■ TASK STATEMENT
Could you return the data that follows exactly, minus the images?

■ INPUT FOR THIS TASK
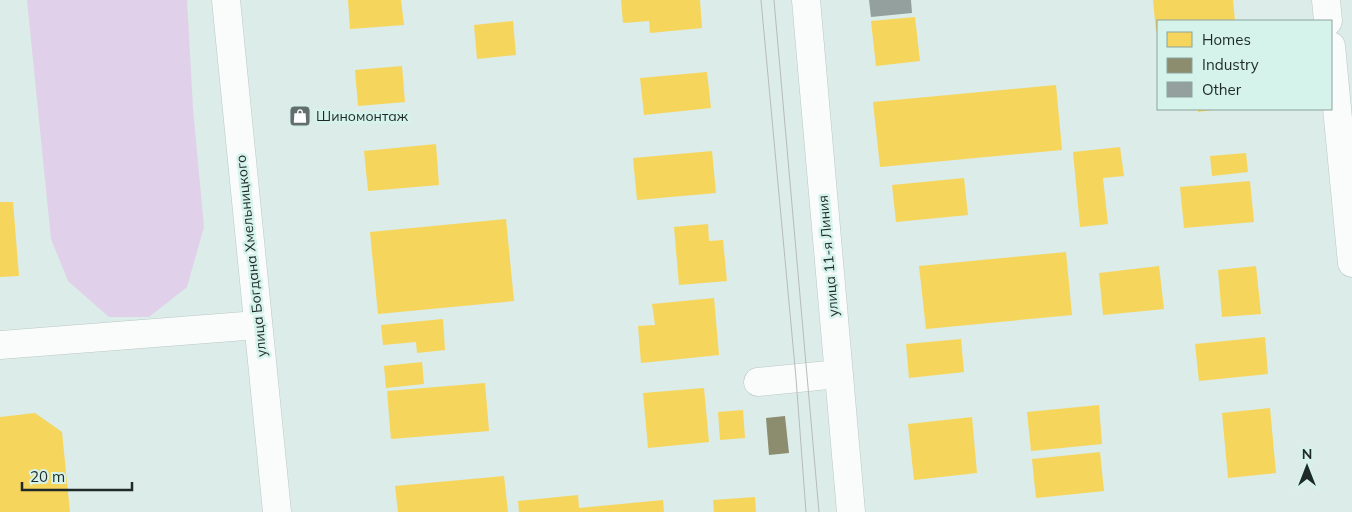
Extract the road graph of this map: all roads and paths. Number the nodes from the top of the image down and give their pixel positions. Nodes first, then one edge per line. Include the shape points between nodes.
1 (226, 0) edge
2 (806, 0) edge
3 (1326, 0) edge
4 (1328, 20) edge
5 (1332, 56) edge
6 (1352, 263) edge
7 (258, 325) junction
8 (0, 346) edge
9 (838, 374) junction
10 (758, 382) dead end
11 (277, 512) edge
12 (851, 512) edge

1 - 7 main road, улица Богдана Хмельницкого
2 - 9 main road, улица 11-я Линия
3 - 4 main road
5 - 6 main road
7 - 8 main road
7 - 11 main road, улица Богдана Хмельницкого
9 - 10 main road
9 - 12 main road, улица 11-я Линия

■ ANSWER TO THIS PROBLEM
Extract the road graph of this map: all roads and paths. Number the nodes from the top of the image down and give their pixel positions. Nodes first, then one edge per line. Include the shape points between nodes.
1 (226, 0) edge
2 (806, 0) edge
3 (1326, 0) edge
4 (1328, 20) edge
5 (1332, 56) edge
6 (1352, 263) edge
7 (258, 325) junction
8 (0, 346) edge
9 (838, 374) junction
10 (758, 382) dead end
11 (277, 512) edge
12 (851, 512) edge

1 - 7 main road, улица Богдана Хмельницкого
2 - 9 main road, улица 11-я Линия
3 - 4 main road
5 - 6 main road
7 - 8 main road
7 - 11 main road, улица Богдана Хмельницкого
9 - 10 main road
9 - 12 main road, улица 11-я Линия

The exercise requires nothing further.